Let $|\mathbf{v}| = \sqrt{(v^x)^2 + (v^y)^2 + (v^z)^2}$ and $\hat{v}^i = \frac{1}{|\mathbf{v}|} v^i$

$\mathbf{P}(\mathbf{x},\mathbf{y}) = exp\left( \frac{|\mathbf{v}|}{2} \left[\begin{matrix} 0 & \hat{v}^z & -\hat{v}^y \\ -\hat{v}^z & 0 & \hat{v}^x \\ \hat{v}^y & -\hat{v}^x & 0 \end{matrix}\right] \right)$

$\mathbf{P}(\mathbf{x},\mathbf{y}) = \mathbf{R}_\hat{\mathbf{v}}(-\frac{|\mathbf{v}|}{2})$

Applied:
$\mathbf{v} = \mathbf{e}(\mathbf{x}) \mathbf{v}(\mathbf{x})$
$= \mathbf{e}(\mathbf{x}) \mathbf{P}(\mathbf{y}, \mathbf{x}) \mathbf{P}(\mathbf{x},\mathbf{y}) \mathbf{v}(\mathbf{x})$
$= \mathbf{e}(\mathbf{x}) \mathbf{R}_\hat{\mathbf{v}}(\frac{|\mathbf{v}|}{2}) \mathbf{R}_\hat{\mathbf{v}}(-\frac{|\mathbf{v}|}{2}) \mathbf{v}(\mathbf{x})$
$= \mathbf{e}(\mathbf{y}) \mathbf{v}'(\mathbf{y})$

So $\mathbf{e}(\mathbf{y}) = \mathbf{e}(\mathbf{x}) \mathbf{R}_\hat{\mathbf{v}}(\frac{|\mathbf{v}|}{2})$
And $\mathbf{v}'(\mathbf{y}) = \mathbf{R}_\hat{\mathbf{v}}(-\frac{|\mathbf{v}|}{2}) \mathbf{v}(\mathbf{x})$

Conceptually, left-multiplying a transformation is applying the transformation relative to the global basis, and right-multiplying it is apply it relative to the local basis.
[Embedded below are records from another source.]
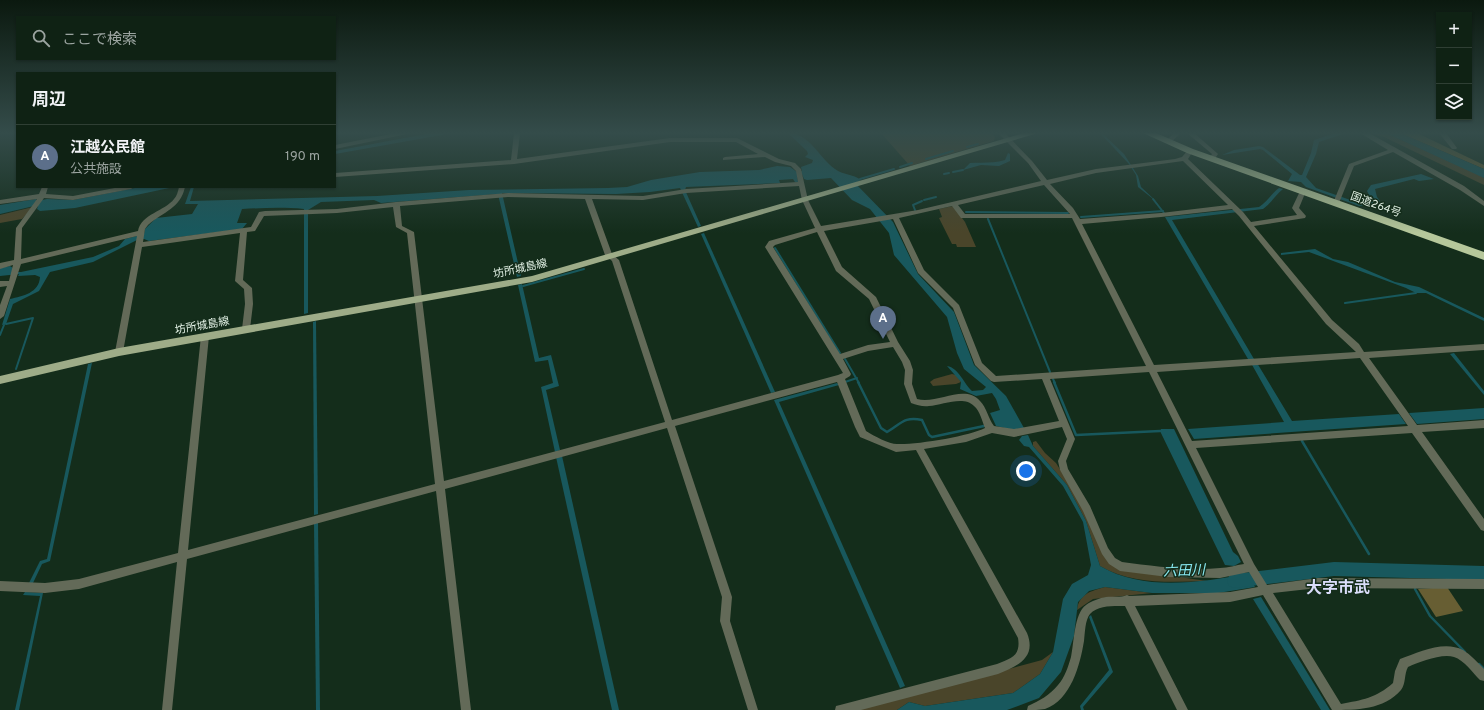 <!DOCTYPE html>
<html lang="ja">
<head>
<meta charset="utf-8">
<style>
	:root { --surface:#0f2214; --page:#182a1d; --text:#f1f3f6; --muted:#9ba4a0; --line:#2f3f34; --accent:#aab0fb }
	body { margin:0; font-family:Overpass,"Noto Sans JP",sans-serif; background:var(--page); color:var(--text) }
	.controls { position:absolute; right:12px; top:12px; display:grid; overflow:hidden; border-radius:0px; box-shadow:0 1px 3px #0004 }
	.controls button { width:36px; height:36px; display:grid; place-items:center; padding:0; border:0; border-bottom:1px solid var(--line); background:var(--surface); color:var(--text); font:20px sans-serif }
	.you { position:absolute; left:1026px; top:471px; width:14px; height:14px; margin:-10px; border:3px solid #fff; border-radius:50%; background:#1a73e8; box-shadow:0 0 0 6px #1a73e833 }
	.badge { display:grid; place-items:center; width:26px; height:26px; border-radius:50%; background:var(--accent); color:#fff; font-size:13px; font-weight:700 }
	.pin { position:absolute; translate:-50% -33px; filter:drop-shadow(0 1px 2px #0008) }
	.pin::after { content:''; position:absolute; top:21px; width:14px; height:12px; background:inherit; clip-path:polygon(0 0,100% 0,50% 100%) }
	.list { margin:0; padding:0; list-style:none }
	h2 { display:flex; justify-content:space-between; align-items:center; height:52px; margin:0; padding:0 16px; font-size:17px }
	h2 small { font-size:13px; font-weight:400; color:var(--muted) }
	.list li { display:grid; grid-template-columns:26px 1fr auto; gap:12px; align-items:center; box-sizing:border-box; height:64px; padding:0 16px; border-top:1px solid var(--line) }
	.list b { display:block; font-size:15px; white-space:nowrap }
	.list p { margin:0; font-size:13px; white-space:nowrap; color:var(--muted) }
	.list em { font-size:13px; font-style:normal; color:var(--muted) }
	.icon { flex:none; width:22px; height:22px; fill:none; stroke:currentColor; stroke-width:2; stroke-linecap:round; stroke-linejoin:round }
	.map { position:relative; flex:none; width:1484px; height:710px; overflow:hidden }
	.search { position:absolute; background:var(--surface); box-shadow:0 1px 3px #0004; left:16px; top:16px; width:320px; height:44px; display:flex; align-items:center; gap:10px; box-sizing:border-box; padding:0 14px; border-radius:0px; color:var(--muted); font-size:15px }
	.panel { position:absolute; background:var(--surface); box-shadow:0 1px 3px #0004; left:16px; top:72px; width:320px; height:116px; border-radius:0px }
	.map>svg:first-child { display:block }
</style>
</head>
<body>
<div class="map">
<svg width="1484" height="710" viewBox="0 0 1484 710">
	<rect width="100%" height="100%" fill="#142d1b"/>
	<g fill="#4a452a">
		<path d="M881,133H992L995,137L994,141L910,166Z"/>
		<path d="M1371,133H1386L1479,175L1484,178V185L1384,137Z"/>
		<path d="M953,206L965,222L976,247H957L956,244H952L939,218L942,217L939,209Z"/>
		<path d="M33,207L22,219L0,223V215Z"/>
		<path d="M952,374L956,375L961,382L956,384L933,386L930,382L934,379Z"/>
		<path d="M1036,441L1045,453L1056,463L1084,508L1116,568L1207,581C1171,582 1132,585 1100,566L1086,521L1067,485L1033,446V442Z"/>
		<path d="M1105,587L1152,593L1093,599L1077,610C1079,594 1091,591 1105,587Z"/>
		<path d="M1053,652L1040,674L1013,693L925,706L909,702L897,710H856L1042,660Z"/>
	</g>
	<g fill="#675e33">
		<path d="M1400,133H1417L1484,165V169Z"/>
		<path d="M1447,587L1463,611L1436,617L1418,589Z"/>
	</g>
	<g fill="#18585d">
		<path d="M431,133H453L335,154V151Z"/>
		<path d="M788,133C810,133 819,158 835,169C843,175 853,174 861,180L855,183L893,222L918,274L954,312L974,365L1006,396L1024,428L1013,430L996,426L990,413L1000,410L996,399L992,393L976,396L960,389L961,382L947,366C959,368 964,384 972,391L983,390L986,387L964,369L957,353L947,317L894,255L889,233L870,209L852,200L831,178L807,180L804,179L802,174H797L798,182H795L793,179L779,180L780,183L686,187L685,190L701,226L698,227L680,188L650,192L616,194L502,193L521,276L517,277L498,194L381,203L374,200L321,202L308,210V313L304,314V209C283,207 263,208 242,209L237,223H247L242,229L149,241L144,239L137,240L93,262L50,272L39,291L13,304L6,324L2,325L10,299C23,296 39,293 40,277L35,275L18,276L19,274L0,276V268L10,266L13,268L12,272H21L93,257L119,246L125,239L144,234L145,229L156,218L192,214L198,204H185L191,187H194L190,201L377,196L469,190L608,188L627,187L651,180L700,172L759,170L777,166L790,167L797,172L802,171L801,167L812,163L813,160L805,157L808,154L807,151Z"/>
		<path d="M1100,133H1102L1124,154L1138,176L1141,187L1157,202L1138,187L1136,175L1129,164Z"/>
		<path d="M1335,133H1346L1319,142L1316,154L1306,177L1316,188L1359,203L1368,200L1369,195L1367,191L1371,185L1421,174L1434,179L1419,181L1414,179L1375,189L1377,197L1380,201L1378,203L1359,206L1306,187L1301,182L1288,181L1292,174L1263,150L1260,149L1222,155L1234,150L1259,146L1263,147L1300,175H1302L1311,153L1314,140Z"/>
		<path d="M1386,133H1400L1484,169V178Z"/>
		<path d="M1008,153L1010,154V161L999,166L981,165L963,170L970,163C982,162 993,164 1005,160Z"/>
		<path d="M140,187H174L75,208L40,211L37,209L38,206H34L0,214V205L36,199L37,201L47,199L73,200Z"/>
		<path d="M1279,188L1283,189C1275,195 1271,204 1263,209L1172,220L1254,359H1248L1165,217L1259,207C1267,202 1271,194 1279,188Z"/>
		<path d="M704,233L775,392L771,393L701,234Z"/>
		<path d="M1315,249L1333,259L1348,262L1395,282L1419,287L1484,318V321L1426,293H1416L1406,288L1309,252L1281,255V253Z"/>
		<path d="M522,284L539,358L551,355L559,386L546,390L560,450L555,452L541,387L553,383L548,360L535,362L518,285Z"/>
		<path d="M316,321L318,514L314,515L313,322Z"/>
		<path d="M1454,353L1484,391V395L1450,354Z"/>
		<path d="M92,363L50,561L42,564L33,583H29L40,561L47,559L88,364Z"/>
		<path d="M1251,363H1257L1292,421L1399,414L1406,424L1194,439L1188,429L1284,422Z"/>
		<path d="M837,383L839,385L779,402L905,686L900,688L774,400Z"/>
		<path d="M1484,408V419L1417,424L1409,413Z"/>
		<path d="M1161,429H1174L1233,552L1238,556L1241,562L1234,566L1225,565L1160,431Z"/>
		<path d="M1028,435L1033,446L1067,485L1086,521L1100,566C1144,592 1201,582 1248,574L1255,587L1218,593H1152L1105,587L1089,591L1078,602L1074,636L1061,672L1039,698L1007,710H897L909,702L925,706L1013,693L1040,674L1053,652L1063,599L1072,584L1088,575L1091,565L1083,522L1063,486L1029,447L1024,446L1019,440L1022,436Z"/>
		<path d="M562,456L619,710H612L556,457Z"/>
		<path d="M318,522L320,710H316L314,523Z"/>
		<path d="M25,592L43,593L19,710H15L40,596L23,595Z"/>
		<path d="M1261,597L1330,710H1321L1253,599Z"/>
		<path d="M1091,615L1113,672L1083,707L1084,710H1081L1080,706L1109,670L1089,617Z"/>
	</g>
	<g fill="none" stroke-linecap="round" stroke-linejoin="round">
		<g stroke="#18585d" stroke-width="2">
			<path d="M967,147L978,144"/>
			<path d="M926,159L953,151"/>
			<path d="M900,167L912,163"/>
			<path d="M953,172L963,170"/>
			<path d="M944,174L949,173"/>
			<path d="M860,179L894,169"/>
			<path d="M1153,199L1164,213"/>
			<path d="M924,200L936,197"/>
			<path d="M915,210L913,205L922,201"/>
			<path d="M966,212L1068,213"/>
			<path d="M1081,217L1163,211"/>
			<path d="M988,219L1050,372"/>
			<path d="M775,248L840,353"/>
			<path d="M523,286L584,269"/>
			<path d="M1345,303L1416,293"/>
			<path d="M6,324L33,318L16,369"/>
			<path d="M0,335L4,325"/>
			<path d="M845,359L859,383"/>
			<path d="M1053,379L1055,383"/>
			<path d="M845,382L857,378"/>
		</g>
		<g stroke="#18585d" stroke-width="2.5">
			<path d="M858,382L881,428L887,432C901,424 904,416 922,420L929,435L932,437L984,426"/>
			<path d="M1054,382L1076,435L1160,431"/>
			<path d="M1302,441L1369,554"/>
			<path d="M1415,589L1430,616L1465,652"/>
			<path d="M1479,664L1484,669"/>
		</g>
		<path fill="#18585d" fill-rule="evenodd" d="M1334,562L1484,566V580L1334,576L1234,588L1229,586L1227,581L1229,576L1234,574Z"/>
		<g fill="#636a58" fill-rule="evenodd">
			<path d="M396,133H412L335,149V145Z"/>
			<path d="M514,133H520L517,159L670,138H737L779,159L795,163L801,169L808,200L821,226L918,210L1041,181L1028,163L998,133H1005L1032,161L1047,180L1096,169L1175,159L1182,157L1188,150H1192L1193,151L1188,159L1243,212L1251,222L1297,215L1292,208L1301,189H1305L1306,191L1299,208L1306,216L1305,218L1254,226L1332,320L1359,344L1364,352L1484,344V350L1369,358L1417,425L1484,420V428L1422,432L1484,519V531L1481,530L1412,433L1196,448L1254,564L1267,585L1318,578L1484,579V589L1318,588L1273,593L1341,704C1362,700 1376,698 1393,683L1395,671L1400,659C1419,652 1444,640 1463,650C1471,655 1477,662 1484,669V681L1480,680C1473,673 1464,660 1454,657C1442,653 1419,662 1408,667C1404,674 1406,684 1401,690C1384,710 1356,710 1332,710L1263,595L1230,602L1135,606L1188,710H1177L1125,606C1114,606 1098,605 1090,614C1085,620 1085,633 1084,641C1080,665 1071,700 1045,709C1040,710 1032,710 1027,710L1028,706C1039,701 1050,695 1058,685C1065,677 1068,667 1071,657C1074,644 1074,613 1086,605C1091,601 1100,598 1106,597C1113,596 1120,598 1127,595L1129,596L1230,592L1258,587L1249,572L1220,578L1168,577L1120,571L1109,564L1102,554L1083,511L1060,470L1058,461L1067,439L1062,427L1014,437L992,433L966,442L924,449L1027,633C1037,658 1017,666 998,674L861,710H835L836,706L840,705L997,664C1011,658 1021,656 1018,638L916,450L896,452L860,437L855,427L837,382L675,426L732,597L730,621L758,710H748L720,621L722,597L667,428L445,489L471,710H461L436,491L187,559L172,710H162L177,562L79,589L45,593L0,591V581L45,583L79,579L178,553L201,336L205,333L209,336L188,550L435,484L407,233L396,227L393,207L337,213L264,216L255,231L247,232L243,280L252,288L253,304L250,329L246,332L242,329L245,304L244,289L235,281L240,233L142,247L123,352L122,354H116L115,352L137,236L21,264L4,316L0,319V305L7,286L0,287V281H9L13,265L0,269V263L14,260L16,228L37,199L0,204V200L39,194L42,187H48L46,194L73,196L120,187H134L131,189L73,200L44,198L22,228L21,259L138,231C141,214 165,211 174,199C177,196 178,191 179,187H185C180,209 164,211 148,225L145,229L143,242L251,227L259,212L265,211L337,209L396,202L508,193L643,196L686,189L798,182L796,171L791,166L775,162L765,157L723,160V158L725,157L758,154L736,142H670L514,164L335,177V173L511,160ZM1183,161L1228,205L1161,213L1080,219L1073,208L1050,184L1096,173ZM1044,185L1070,214H965L958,205ZM799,186L802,200L815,228L769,241L765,247L843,373L838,375L672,420L619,260L612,254L592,199L643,200L686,193ZM508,197L585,199L605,255L612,261L665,422L444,481L414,232L402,226L400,206ZM952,206L961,218H1072L1146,366L996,376L982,363L959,305L924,270L899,218ZM1232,209L1239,216L1326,324L1356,352L1154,365L1082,224L1161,217ZM893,219L918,273L953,308L975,365L991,381L994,382L1042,379L1059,421L1014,429L994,426C988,418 987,408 980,401C964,383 937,405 917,399L912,384L913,370L910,361L898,342L876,297L842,267L824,231ZM817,232L836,271L869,299L890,342L868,345L840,354L773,247L775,245ZM893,347L902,362L905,370L904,384L911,403C917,405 923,407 929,406C942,405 964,395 974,406C980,411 982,421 985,428C970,436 916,445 897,444C889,444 874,436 866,431L845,379L850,376L851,374L843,359L868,351ZM1360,358L1408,426L1192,441L1157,372ZM1149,372L1244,564C1236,565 1228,568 1220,568C1189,571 1153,566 1122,562L1115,558L1108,548L1090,506L1068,469L1066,461L1075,439L1050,379Z"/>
			<path d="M1174,133H1181L1170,143H1166V141Z"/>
			<path d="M1187,133H1194L1217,153L1218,154L1214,160H1210L1209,159L1212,154Z"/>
			<path d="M1360,133H1369L1464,186L1484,201V206L1460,190L1393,152L1354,166L1339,203L1338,205H1334L1333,203L1349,164L1388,150Z"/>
			<path d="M1439,133H1446L1457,148L1456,149H1452Z"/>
		</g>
		<path fill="#9eac88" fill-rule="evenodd" d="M1024,133H1038L532,282L119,356L0,384V376L119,348L532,276Z"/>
		<path fill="#b6c79b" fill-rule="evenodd" d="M1143,133H1156L1193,149L1484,252V260L1187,153Z"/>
	</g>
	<linearGradient id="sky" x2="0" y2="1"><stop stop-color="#0b190f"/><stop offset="0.57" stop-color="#344c4a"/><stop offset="1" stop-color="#344c4a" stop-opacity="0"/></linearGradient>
	<rect width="1484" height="233" fill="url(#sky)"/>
	<g text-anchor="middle" stroke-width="3" stroke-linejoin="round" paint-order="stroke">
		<g font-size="11" fill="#e0efe3" stroke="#142d1b">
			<text transform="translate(1376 204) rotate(20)" y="4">国道264号</text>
			<text transform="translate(520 268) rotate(-12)" y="4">坊所城島線</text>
			<text transform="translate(202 325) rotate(-10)" y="4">坊所城島線</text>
		</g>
		<g font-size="14" font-style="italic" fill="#8aebf4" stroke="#142d1b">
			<text transform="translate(1184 570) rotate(-2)" y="5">六田川</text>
		</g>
		<g font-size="16" font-weight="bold" fill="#daddfa" stroke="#142d1b">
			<text x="1338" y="593">大字市武</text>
		</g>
	</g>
</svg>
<div class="controls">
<button>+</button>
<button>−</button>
<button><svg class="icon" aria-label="layers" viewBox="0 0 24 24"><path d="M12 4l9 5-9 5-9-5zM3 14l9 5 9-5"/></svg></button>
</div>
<div class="you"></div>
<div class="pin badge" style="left:883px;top:339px;background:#5c6f8a">A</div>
<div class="search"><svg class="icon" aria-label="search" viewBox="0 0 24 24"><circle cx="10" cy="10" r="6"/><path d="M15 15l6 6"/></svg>ここで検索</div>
<section class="panel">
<h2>周辺<small></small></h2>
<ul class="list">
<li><span class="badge" style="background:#5c6f8a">A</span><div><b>江越公民館</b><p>公共施設</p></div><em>190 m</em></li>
</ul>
</section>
</div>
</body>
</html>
Riemann curvature = ${R^i}_{jkl} = \frac{1}{2} \delta^{ij}_{kl}$

Notice that the dual of the matrix is a vector whose magnitude serves as the rotation angle and whose axis serves as the rotation axis.
Parallel propagator = exponent of integral of connection = rotation matrix along axis by angle as stated above.
Commutation of parallel propagator = Levi-Civita permutation tensor again.